Task statement: Check every line of the data for the word "Auburn", and copy those that have it.
■ ■ ■ ■
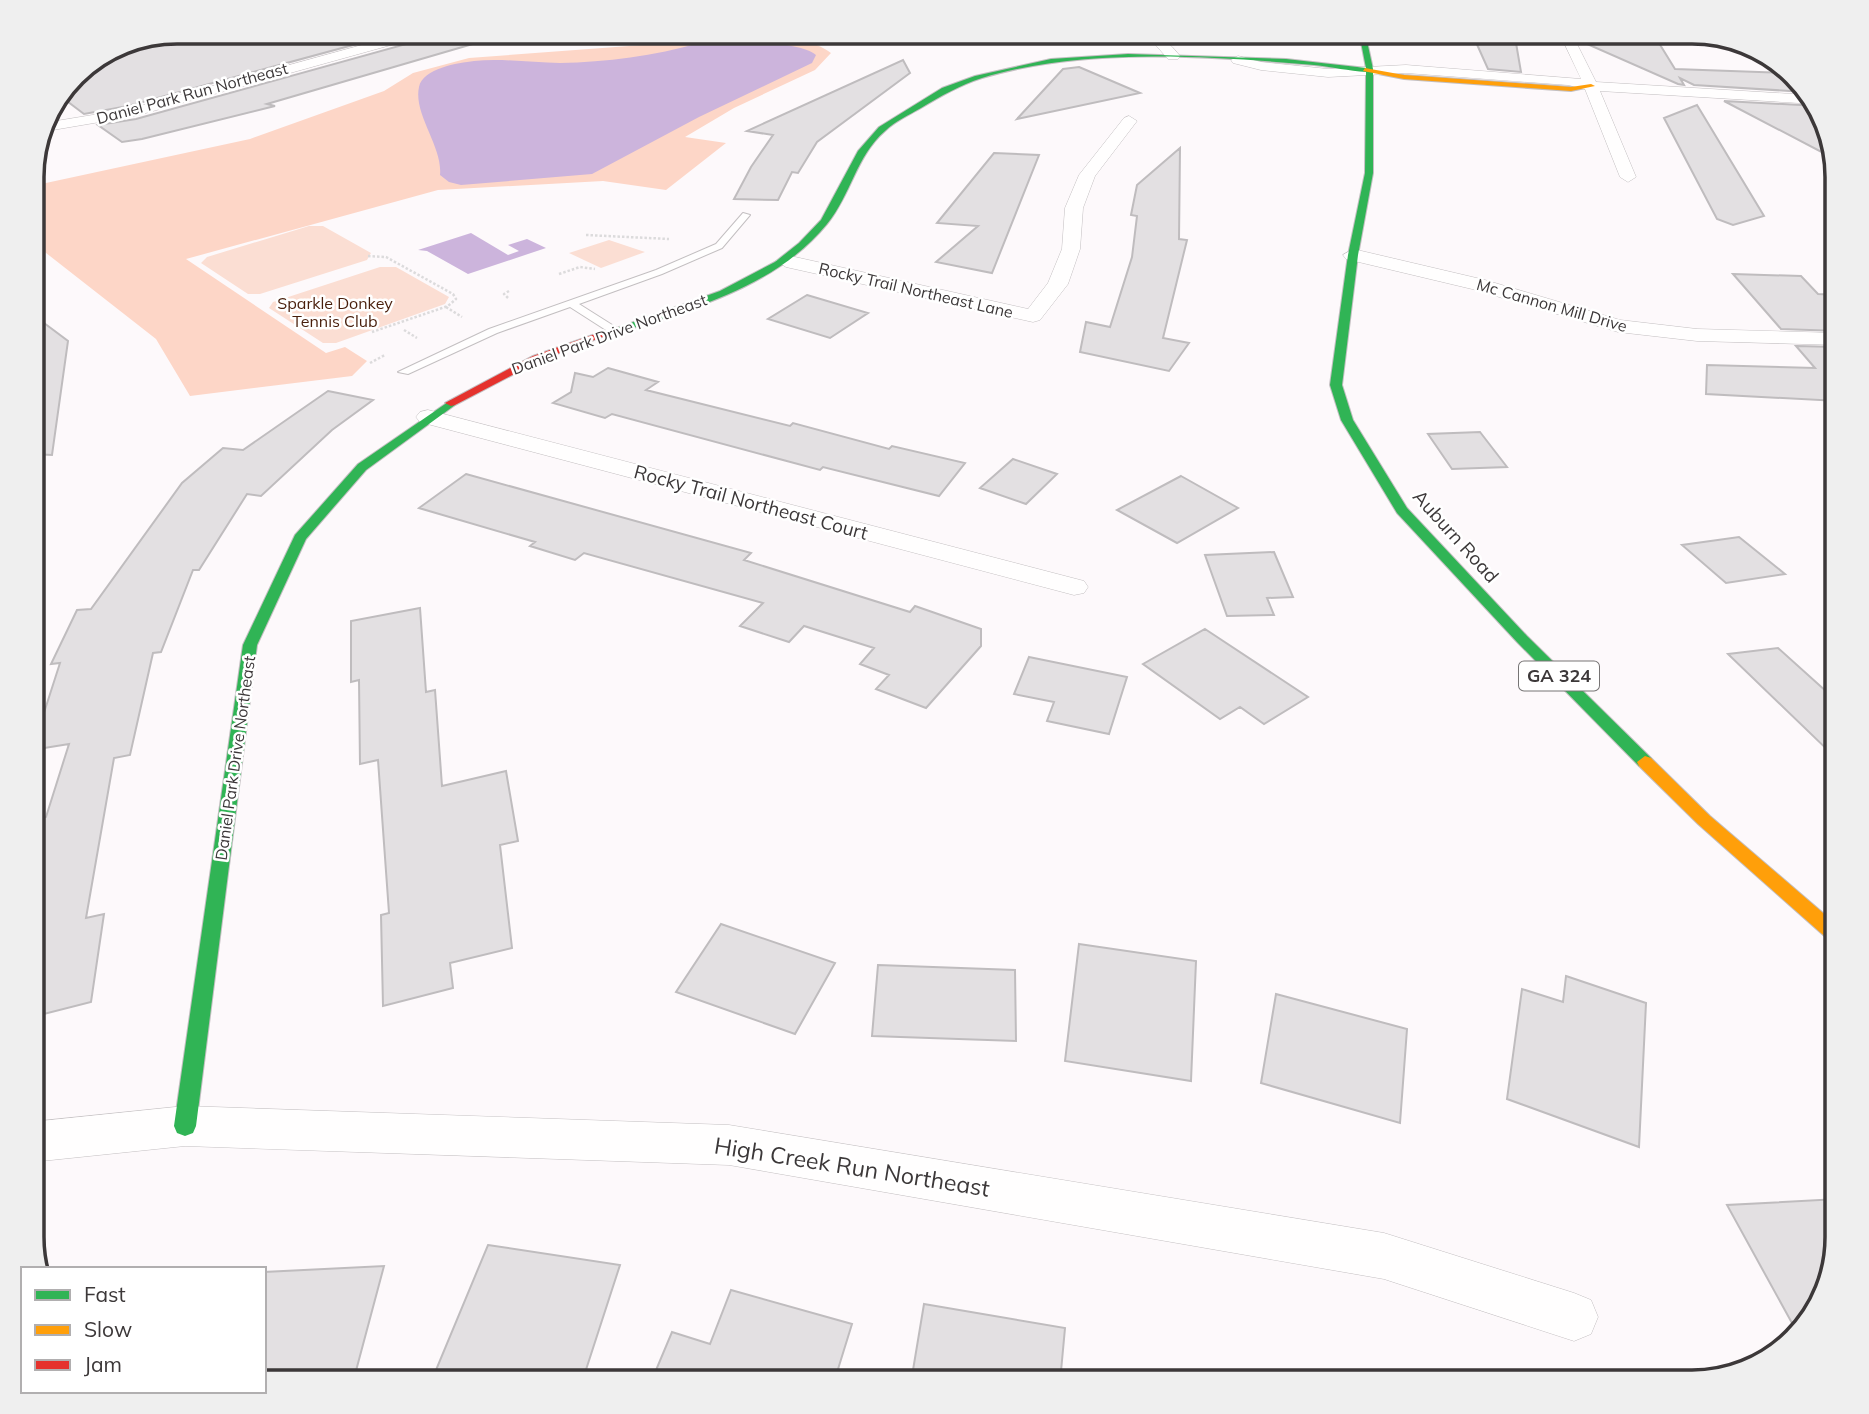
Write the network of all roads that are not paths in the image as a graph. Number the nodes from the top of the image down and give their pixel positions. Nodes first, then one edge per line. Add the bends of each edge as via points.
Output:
1 (379, 44) edge
2 (1162, 44) edge
3 (1365, 44) edge
4 (1571, 44) edge
5 (1173, 56) junction
6 (1370, 69) junction
7 (1591, 86) junction
8 (1800, 99) edge
9 (1129, 121) dead end
10 (54, 126) edge
11 (1628, 177) dead end
12 (746, 215) dead end
13 (1353, 255) junction
14 (786, 261) junction
15 (570, 303) junction
16 (612, 330) junction
17 (1825, 339) edge
18 (404, 372) dead end
19 (428, 417) junction
20 (1074, 587) dead end
21 (1825, 925) edge
22 (184, 1126) junction
23 (44, 1141) edge
24 (1574, 1317) dead end

1 - 10 street, Daniel Park Run Northeast via 130,113
2 - 5 street
3 - 6 street, Auburn Road / GA 324
4 - 7 street
5 - 6 street, Daniel Park Drive Northeast
5 - 14 street, Daniel Park Drive Northeast via 1035,65 946,90 883,128 860,151 825,221
6 - 7 street, Daniel Park Drive Northeast via 1404,77 1571,89
6 - 13 street, Auburn Road / GA 324 via 1369,173
7 - 8 street
7 - 11 street
9 - 14 street, Rocky Trail Northeast Lane via 1087,175 1074,208 1071,249 1058,284 1032,316
12 - 15 lane via 719,246
13 - 17 street, Mc Cannon Mill Drive via 1478,284 1618,326 1697,335
13 - 21 street, Auburn Road / GA 324 via 1336,386 1347,420 1402,510 1522,639 1704,820
14 - 16 street, Daniel Park Drive Northeast via 743,285
15 - 16 lane
15 - 18 lane via 493,331
16 - 19 street, Daniel Park Drive Northeast via 537,358
19 - 20 street, Rocky Trail Northeast Court
19 - 22 street, Daniel Park Drive Northeast via 362,467 300,538 250,645
22 - 23 street, High Creek Run Northeast
22 - 24 street, High Creek Run Northeast via 729,1144 1384,1256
■ ■ ■ ■
Worked solution:
3 - 6 street, Auburn Road / GA 324
6 - 13 street, Auburn Road / GA 324 via 1369,173
13 - 21 street, Auburn Road / GA 324 via 1336,386 1347,420 1402,510 1522,639 1704,820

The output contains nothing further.